There were four unique tests that were ordered, and labs were reviewed during the encounter on the same day. Jimenez noted that it was interesting there were no chest X-rays performed to rule out pneumonia that day, but said, “It could have been that they were waiting to see what the labs showed before they ordered those. I would qualify this as ‘moderate’ in the data section and code this as a 99213 [Office or other outpatient visit for the evaluation and management of an established patient, which requires a medically appropriate history and/or examination and low level of medical decision making. When using total time on the date of the encounter for code selection, 20 minutes must be met or exceeded.].”

She pointed out that because of all the rule-outs and the viral symptoms, you would be coding the signs and symptoms on this visit from an ICD-10-CM perspective. She also mentioned it would be an opportunity to speak with the provider to give them pointers on how to improve their documentation skills going forward, as there were a few missing pieces of information that were not addressed in the notes but were mentioned in the assessment.

Case No. 2

Subject is a 66-year-old presenting with 1-hour history of substernal chest pain radiating to left arm, associated with diaphoresis and nausea. Denies previous history of similar pain. No known coronary artery disease (CAD).

Objective vitals: Temp: 98.6 ̊ F, HR 110, BP 142/86, RR 22, O2 96% on room air

General: Anxious, mild distress

Cardiac: Tachycardic, regular rhythm, no murmur

Respiratory: Clear to auscultation bilaterally

Tests ordered:

  • EKG 93000 (Electrocardiogram, routine ECG with at least 12 leads; with interpretation and report)
  • Troponin I 84484 (Troponin, quantitative)

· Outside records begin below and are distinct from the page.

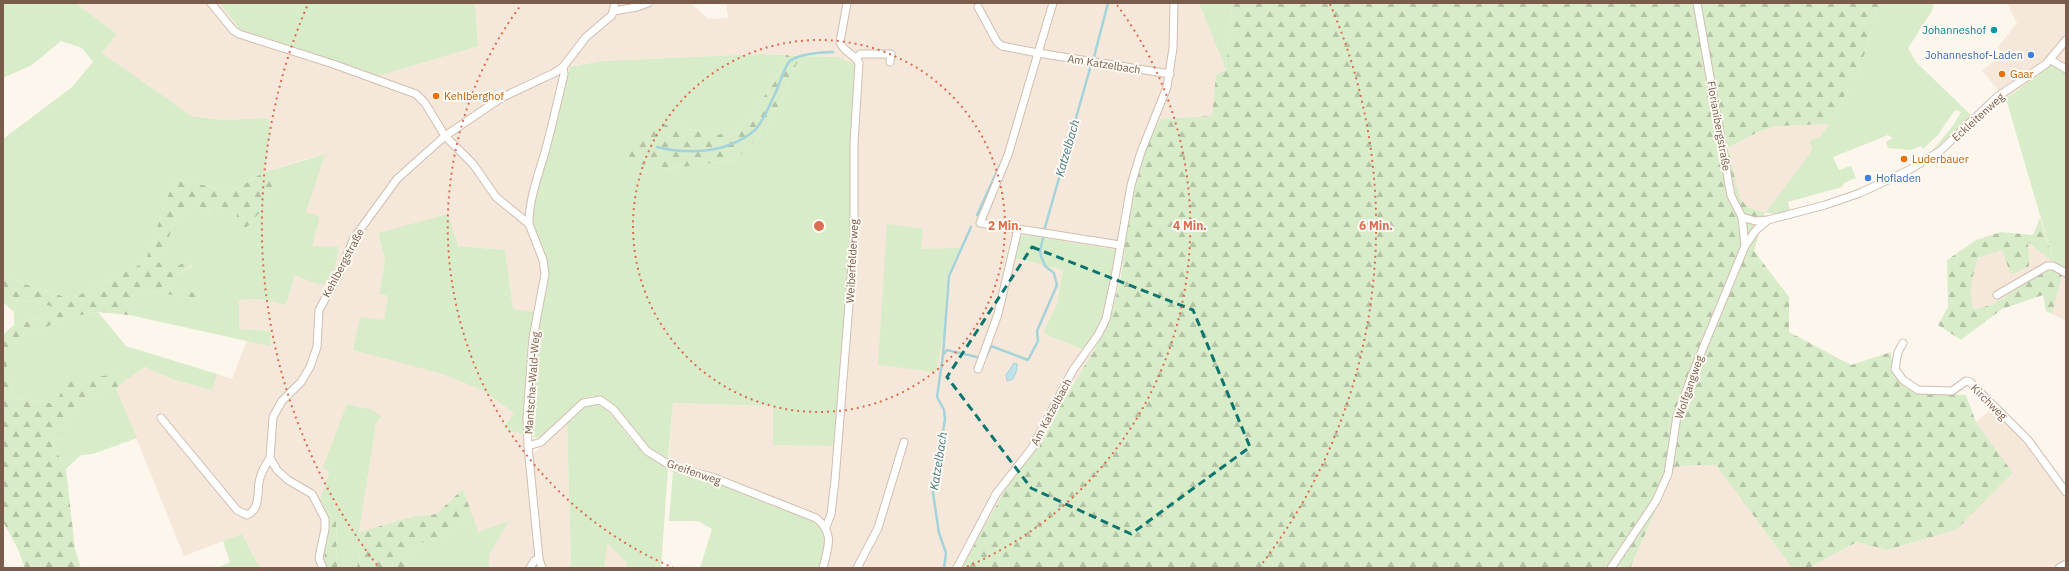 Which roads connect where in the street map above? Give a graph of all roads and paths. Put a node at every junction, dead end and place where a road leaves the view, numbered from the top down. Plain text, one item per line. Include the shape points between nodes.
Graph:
1 (211, 3) edge
2 (615, 3) edge
3 (648, 3) edge
4 (847, 3) edge
5 (1053, 3) edge
6 (1174, 3) edge
7 (1697, 3) edge
8 (978, 7) dead end
9 (614, 11) junction
10 (2066, 40) edge
11 (1038, 53) junction
12 (857, 58) junction
13 (2051, 60) junction
14 (890, 62) dead end
15 (563, 67) junction
16 (2066, 69) edge
17 (1170, 74) junction
18 (445, 136) junction
19 (1742, 217) junction
20 (1768, 220) junction
21 (529, 224) junction
22 (1018, 229) junction
23 (1120, 246) junction
24 (1745, 246) junction
25 (2066, 273) edge
26 (1997, 295) dead end
27 (1903, 343) dead end
28 (978, 369) dead end
29 (161, 418) dead end
30 (904, 442) dead end
31 (528, 446) junction
32 (270, 458) junction
33 (2066, 492) edge
34 (826, 527) junction
35 (539, 559) junction
36 (2066, 564) edge
37 (323, 568) edge
38 (530, 568) edge
39 (542, 568) edge
40 (823, 568) edge
41 (857, 568) edge
42 (957, 568) edge
43 (1610, 568) edge
44 (2058, 568) edge

1 - 18 street via 239,34 416,94 425,103
2 - 9 street
3 - 9 street
4 - 12 street via 840,42 841,47
5 - 11 street
6 - 17 street, Am Katzelbach
7 - 19 street, Florianibergstraße via 1731,196
8 - 11 street, Am Katzelbach via 997,42 1002,46
9 - 15 street via 586,37
10 - 13 street, Eckleitenweg
11 - 17 street, Am Katzelbach
11 - 22 street via 1008,155 980,223
12 - 14 street via 860,54 891,54
12 - 34 street, Weiberfelderweg via 859,63 854,143 854,241 835,480
13 - 16 street
13 - 20 street, Eckleitenweg via 1997,97 1940,151 1919,164 1850,197
15 - 18 street, Kehlbergstraße via 500,98
15 - 21 street, Mantscha-Wald-Weg via 564,74 553,126 531,198
17 - 23 street, Am Katzelbach via 1168,87 1137,164 1126,207
18 - 21 street, Mantscha-Wald-Weg via 473,164 496,197
18 - 32 street, Kehlbergstraße via 397,179 354,238 339,274 319,310 316,347 310,367 273,416
19 - 20 street, Eckleitenweg via 1755,221
19 - 24 street, Florianibergstraße
20 - 24 street, Eckleitenweg via 1756,230
21 - 31 street, Mantscha-Wald-Weg via 542,253 545,274 533,338 527,417
22 - 23 street
22 - 28 street via 998,314
23 - 42 street, Am Katzelbach via 1106,319 1098,335 1070,376 1032,448 996,494
24 - 43 street, Wolfgangweg via 1677,416 1668,474 1656,500
25 - 26 street via 2053,266 2047,266
27 - 33 street, Kirchweg via 1898,352 1896,369 1903,380 1918,390 1945,392 1954,390 1966,381 1970,382 2028,440
29 - 32 street via 242,514 247,515 254,511 260,479
30 - 41 street via 878,528
31 - 34 street, Greifenweg via 541,442 583,403 600,400 613,409 647,451 673,467 712,477 784,504 816,518
31 - 35 street, Mantscha-Wald-Weg
32 - 37 street via 288,480 312,494 321,510 325,519 319,558
34 - 40 street via 829,536
35 - 38 street via 534,561
35 - 39 street, Mantscha-Wald-Weg
36 - 44 street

EKG: Performed and interpreted by provider. Billed separately with 93010 (Electrocardiogram, routine ECG with at least 12 leads; interpretation and report only) (interpretation only). Troponin sent to lab; results reviewed during the visit.

Assessment:

  • Acute chest pain
  • Rule out acute coronary syndrome (ACS)

Plan: Send Troponin stat, consider transfer to ED based on labs and serial EKGs, discuss red flag symptoms and ED precautions.

The analysis from the audience:

Jimenez agreed with many audience members that this would be coded as a level 3 MDM due to the tests and having results of the tests, but the coders reading the notes don’t know what the results of those tests are, so they are unsure what the practitioner’s next step would be.

“For the labs and tests ordered, it’s not just the action of ordering them, it’s what happens with the information. We really need to see what they are learning and how it is being included in their overall decision on what to do with the patient,” she said.